═══ Exercise inputs

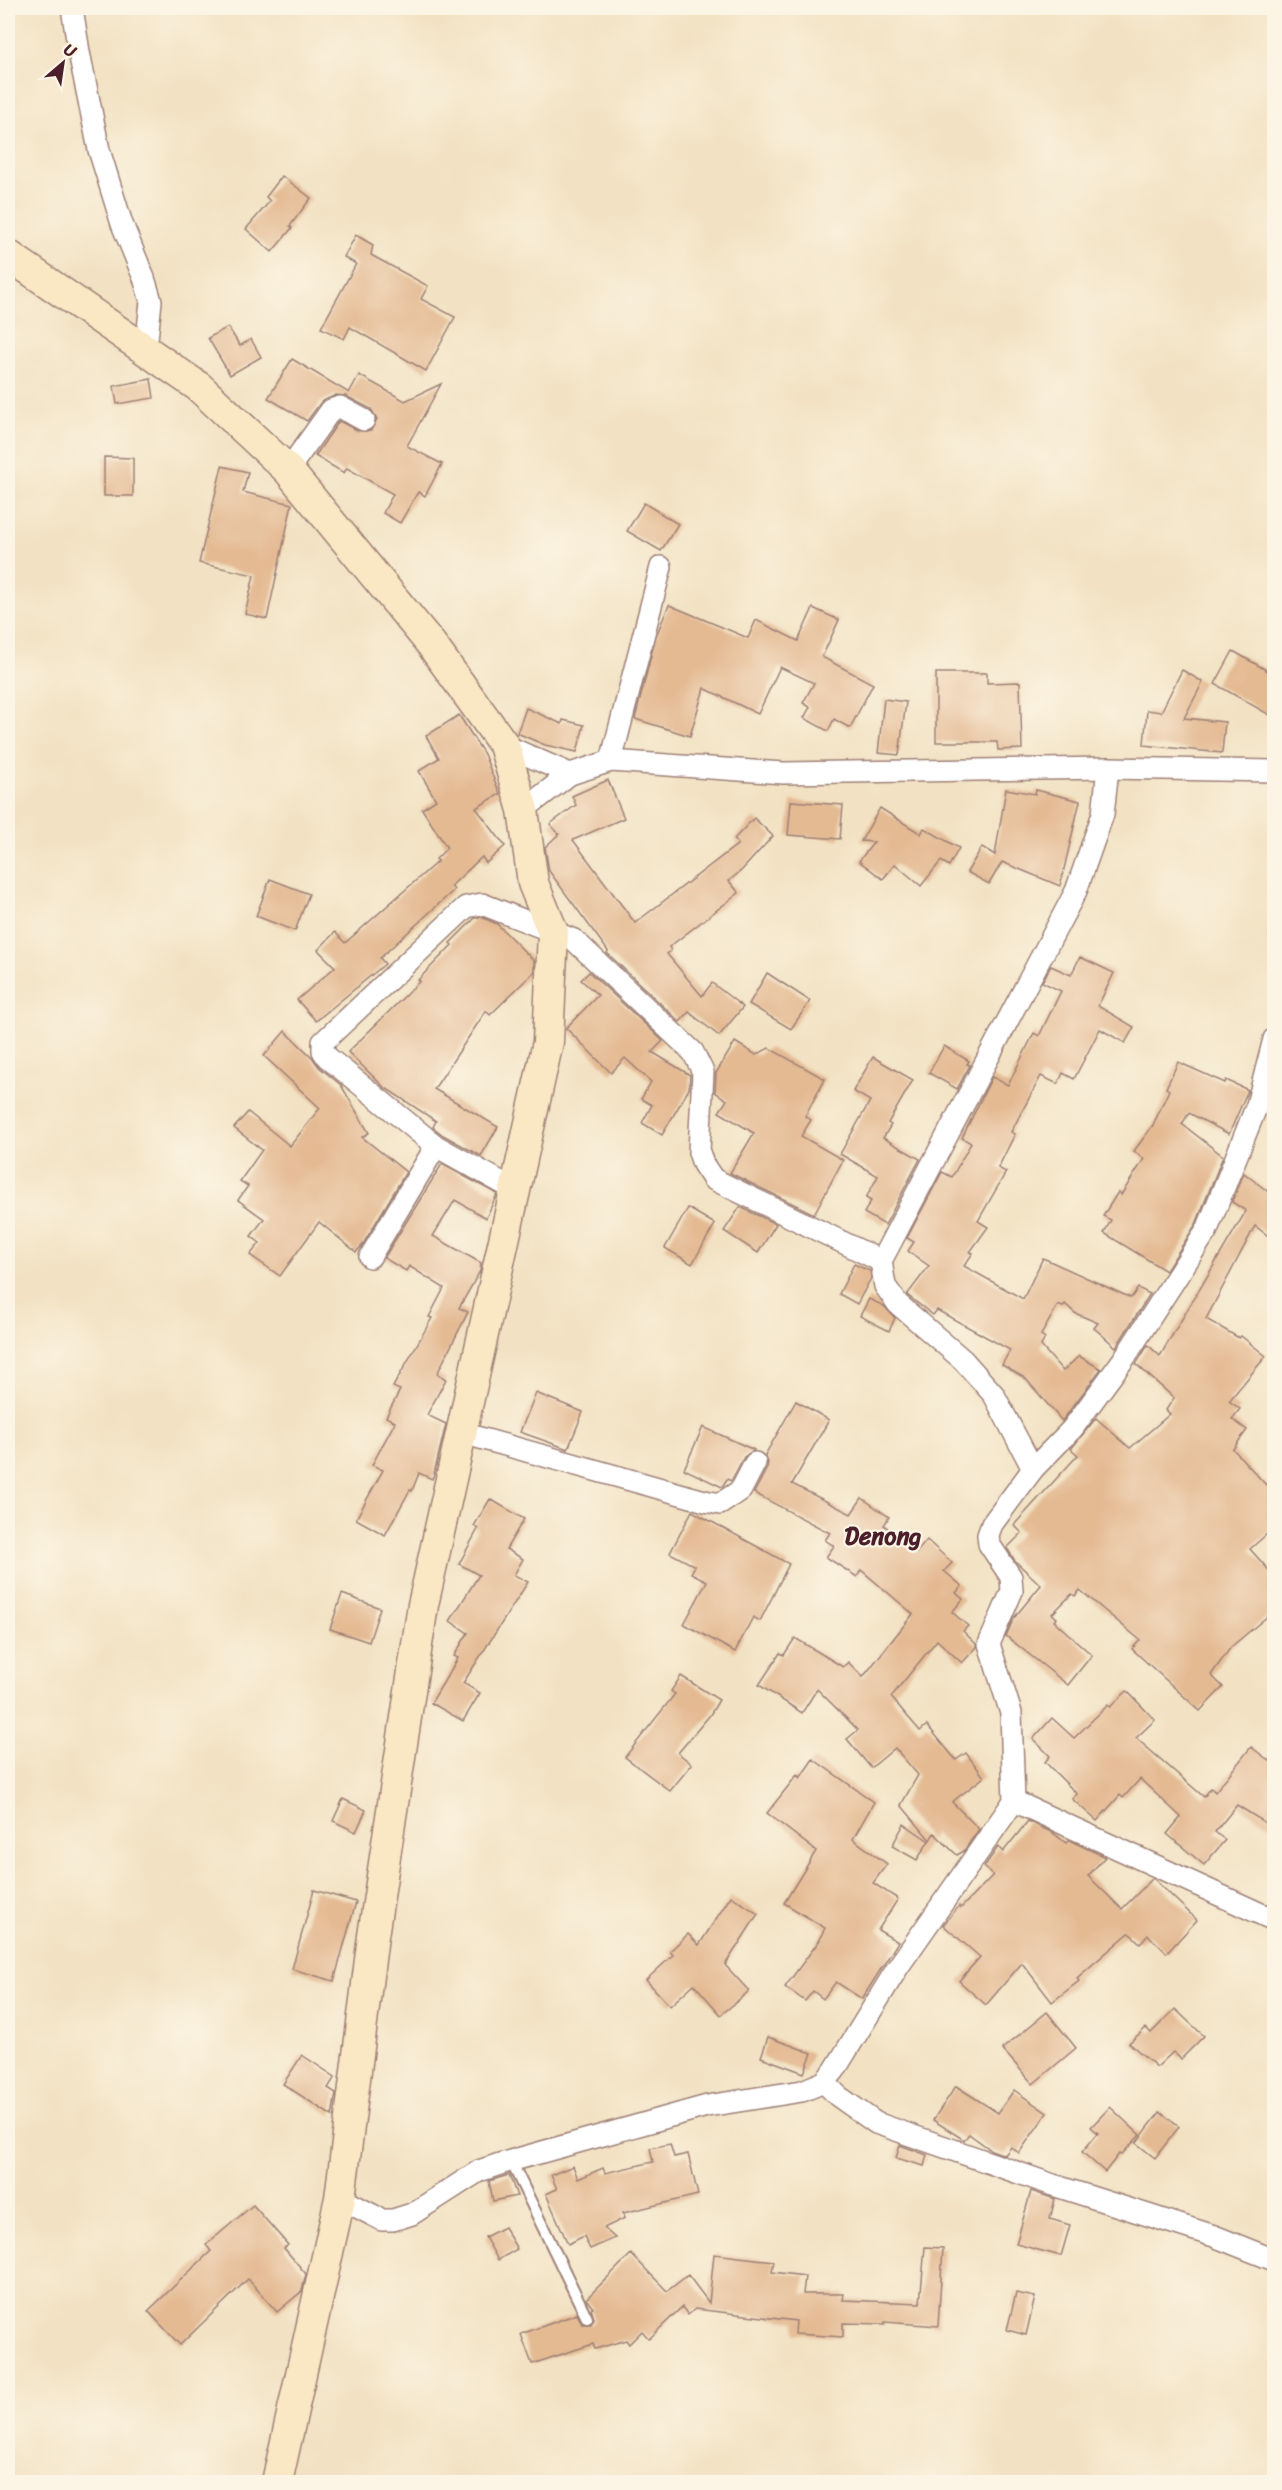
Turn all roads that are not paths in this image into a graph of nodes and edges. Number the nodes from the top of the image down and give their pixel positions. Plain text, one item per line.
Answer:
1 (72, 8) edge
2 (8, 255) edge
3 (146, 350) junction
4 (363, 420) dead end
5 (288, 470) junction
6 (661, 567) dead end
7 (504, 745) junction
8 (611, 761) junction
9 (1108, 768) junction
10 (1275, 771) edge
11 (570, 774) junction
12 (523, 810) junction
13 (553, 932) junction
14 (1275, 1039) edge
15 (436, 1146) junction
16 (515, 1190) junction
17 (370, 1257) dead end
18 (881, 1261) junction
19 (462, 1433) junction
20 (755, 1462) dead end
21 (1033, 1469) junction
22 (1014, 1801) junction
23 (1274, 1919) edge
24 (824, 2082) junction
25 (511, 2161) junction
26 (340, 2198) junction
27 (1275, 2260) edge
28 (587, 2318) dead end
29 (278, 2482) edge

1 - 3 street
2 - 3 street
3 - 5 street
4 - 5 street
5 - 7 street
6 - 8 street
7 - 11 street
7 - 12 street
8 - 9 street
8 - 11 street
9 - 10 street
9 - 18 street
11 - 12 street
12 - 13 street
13 - 15 street
13 - 16 street
13 - 18 street
14 - 21 street
15 - 16 street
15 - 17 street
16 - 19 street
18 - 21 street
19 - 20 street
19 - 26 street
21 - 22 street
22 - 23 street
22 - 24 street
24 - 25 street
24 - 27 street
25 - 26 street
25 - 28 lane
26 - 29 street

══════

How to complete this task: Your answer should be the lines above that contain the word "dead", copied out.

Response to the task:
4 (363, 420) dead end
6 (661, 567) dead end
17 (370, 1257) dead end
20 (755, 1462) dead end
28 (587, 2318) dead end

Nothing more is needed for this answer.